Non si risparmia. Così come a mettere insieme i cocci del campo largo perché ci sono alcuni appuntamenti elettorali regionali che sarebbe cosa buona e giusta che il centrosinistra vincesse a mani basse
Se la Schlein deve scegliere tra la piazza per la pace di Conte e quella di Serra (l’ultima a Bologna), senza dubbi abbraccia quella dei 5Stelle. Chiara, limpida, comprensibile, affine a quelle che sono state da sempre le idee della sinistra. Ma non mi interessa qui esplorare le virtù migliori (i 5 Stelle ci stanno marciando sulla pace, per loro la campagna elettorale è già aperta). Perché verticalizzare la discussione sul futuro del centrosinistra sulla guerra in Ucraina e il progetto, vuoto, di riarmo dell’Unione europea è, da sempre, lo strano metodo tafazziano del centrosinistra per perdere anche le prossime elezioni politiche. È noioso quanto inutile proseguire a dividersi su un tema che fa emergere tre posizioni diverse anche nel centrodestra. Che governa. Lo ricordo perché la difficoltà, e quindi le opinioni sulla guerra, sono le medesime nell’eventualità che oggi al governo vi fosse il centrosinistra. Quindi, rewind. L’abbiamo capito.
Non sarà, invece, il caso di trovare la via per impiantare un’alternativa di centrosinistra a chi governa? La proposta è di metterci un bel crocione sopra e dare per acquisito i numeri tre o quattro di posizioni nel Pd sulla guerra. Si sa che la Schlein la pensa come i 5 Stelle. Ben prima delle uscite di Conte. Ma ha ereditato le scelte fatte dopo lo scoppio del conflitto, così come si è trovata accerchiata da opinioni del partito socialista europeo, e dei suoi leader, totalmente sbagliate, aggiungo io, come non è stata una genialata votare l’attuale commissione europea e la sua presidente von der Leyen, così come formare le liste del Pd per le europee un tanto al pezzo senza trovare prima una quadra programmatica sui temi più caldi poggiandosi, al contrario, sui classici slogan liturgici dell’Europa delle magnifiche sorti e progressive. La risposta è stata che la metà degli italiani non hanno votato. Si sa, la politica si fa con quello che c’è in menù.
Chiedere conto, ogni santo giorno, a Schlein sul conflitto in Ucraina, esercitare nei malmostosi talk tv (che viaggiano sulle corde dei film di Pierino tanto è monocorde il format di varia umanità che servono quotidianamente) le diverse posizioni solo per mettersi in bella mostra e baruffare con gli astanti, ragionare su temi che basterebbe storicizzare un po’ per trovare enormi errori di analisi e valutazione, tutto questo mentre lo stato di salute dell’Italia continua essere precario, ci appare questa la vera offesa verso la realtà.
I dolori del Pd e quelli della coalizione del centrosinistra sono noti.
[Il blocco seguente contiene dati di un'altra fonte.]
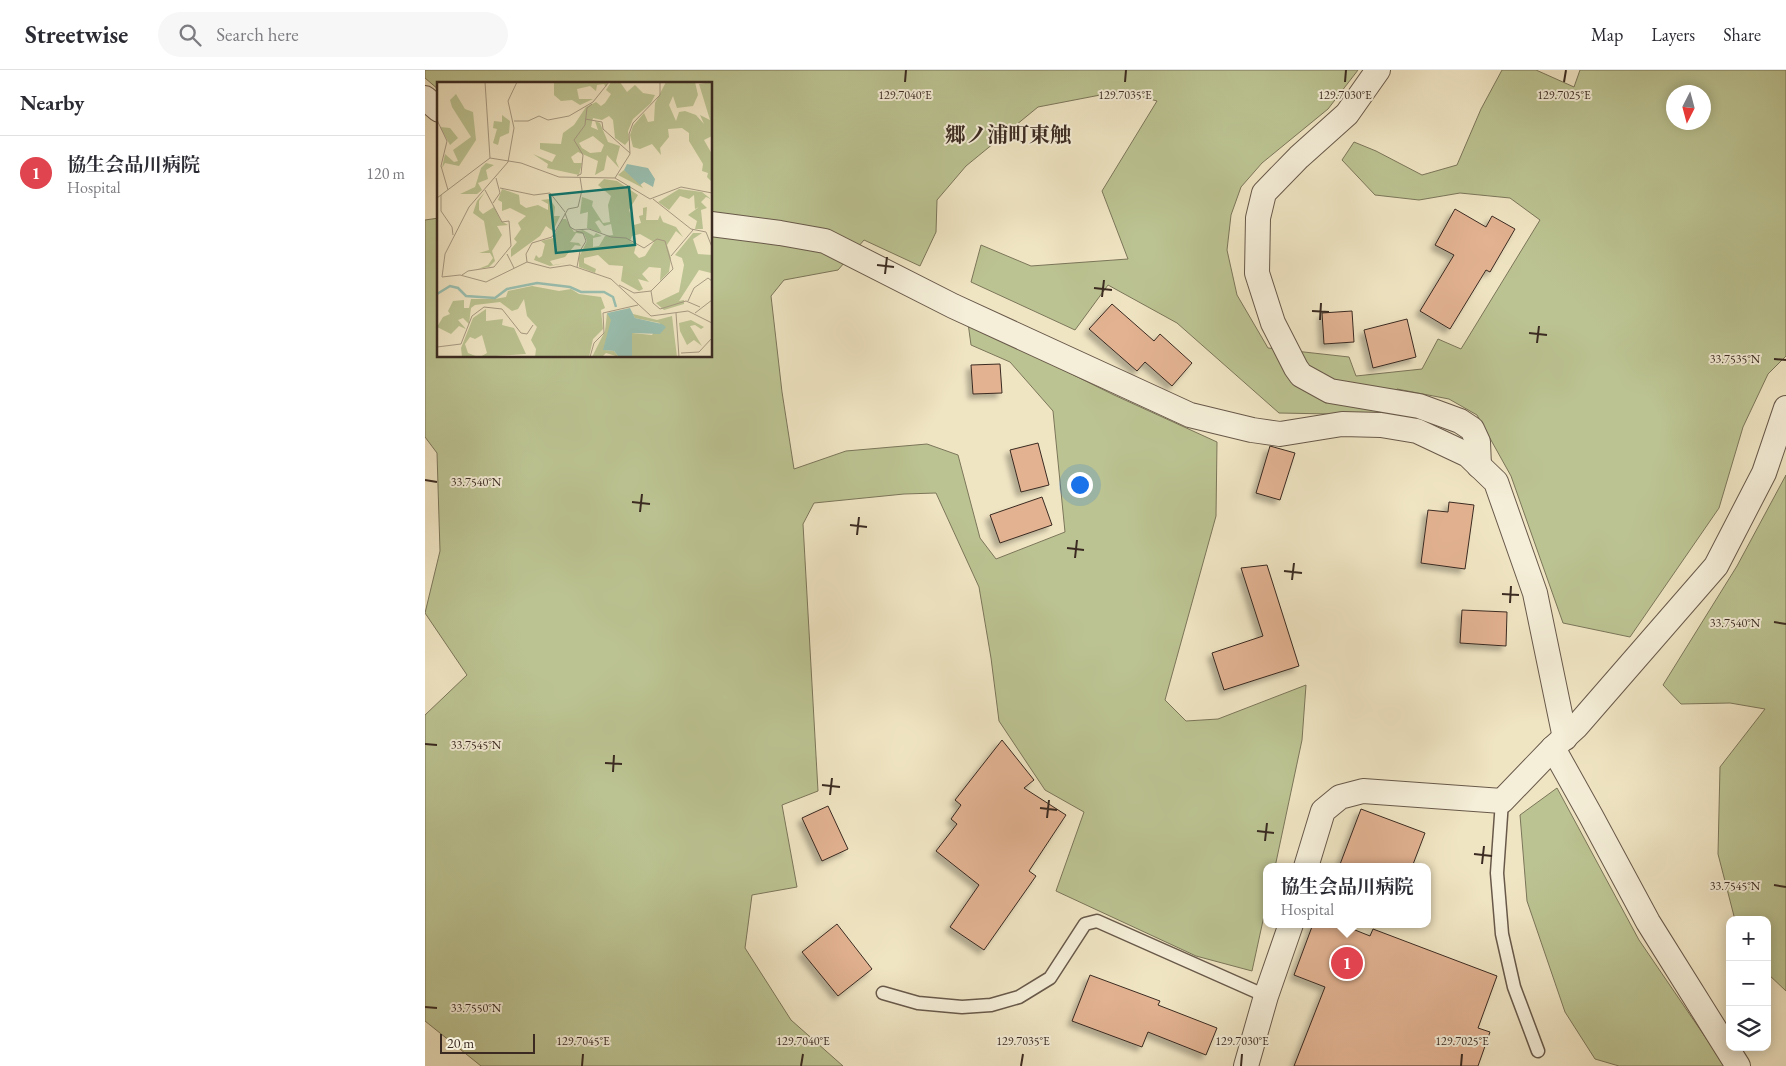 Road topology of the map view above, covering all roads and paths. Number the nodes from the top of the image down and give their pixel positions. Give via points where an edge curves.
1 (1378, 70) edge
2 (425, 98) edge
3 (437, 108) edge
4 (713, 224) edge
5 (1786, 408) edge
6 (1479, 466) junction
7 (1559, 743) junction
8 (1503, 801) junction
9 (1307, 863) edge
10 (1290, 928) edge
11 (883, 993) dead end
12 (1267, 996) junction
13 (1538, 1051) dead end
14 (1246, 1066) edge
15 (1738, 1066) edge

1 - 6 street via 1347,114 1264,193 1258,218 1257,273 1273,323 1301,375 1330,391 1419,406 1460,421 1472,430 1478,442
2 - 3 street
4 - 6 street via 780,232 825,242 953,306 1190,415 1280,434 1342,424 1381,425 1417,431 1468,455
5 - 7 street via 1764,473 1716,566
6 - 7 street via 1495,482 1535,593
7 - 8 street
7 - 15 street via 1591,816 1648,922
8 - 9 street via 1363,791 1340,797 1323,811
8 - 13 lane via 1497,873 1502,934 1514,987
10 - 12 street
11 - 12 lane via 919,1003 963,1007 991,1005 1019,997 1050,978 1085,924 1097,921
12 - 14 street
Non deve meravigliare vi siano posizioni diverse, idee plurime sui problemi, quello che manca è l’incapacità di stare insieme. Di darsi un codice di comportamento da rispettare. Nel PCI c’era il centralismo democratico ben esercitato dalla leadership di Berlinguer che al massimo doveva accordarsi con un altro partito, i socialisti, per governare i comuni e le regioni (per il governo del Paese è arrivata prima la Dc di Moro, questo per dire nel centrosinistra di 50 anni fa andava come oggi). Nel Pd vi sono 12 o 13 correnti, nella coalizione ipotetica un borderò di partiti, partitini, liste civiche. Con alcune incognite. I 5stelle vorranno far parte della coalizione? E Calenda si assesterà a spararne una più ridondante dell’altra? Così stando le cose tutti quanti saranno costretti a ritornare alla casa del padre. La coalizione del centrosinistra.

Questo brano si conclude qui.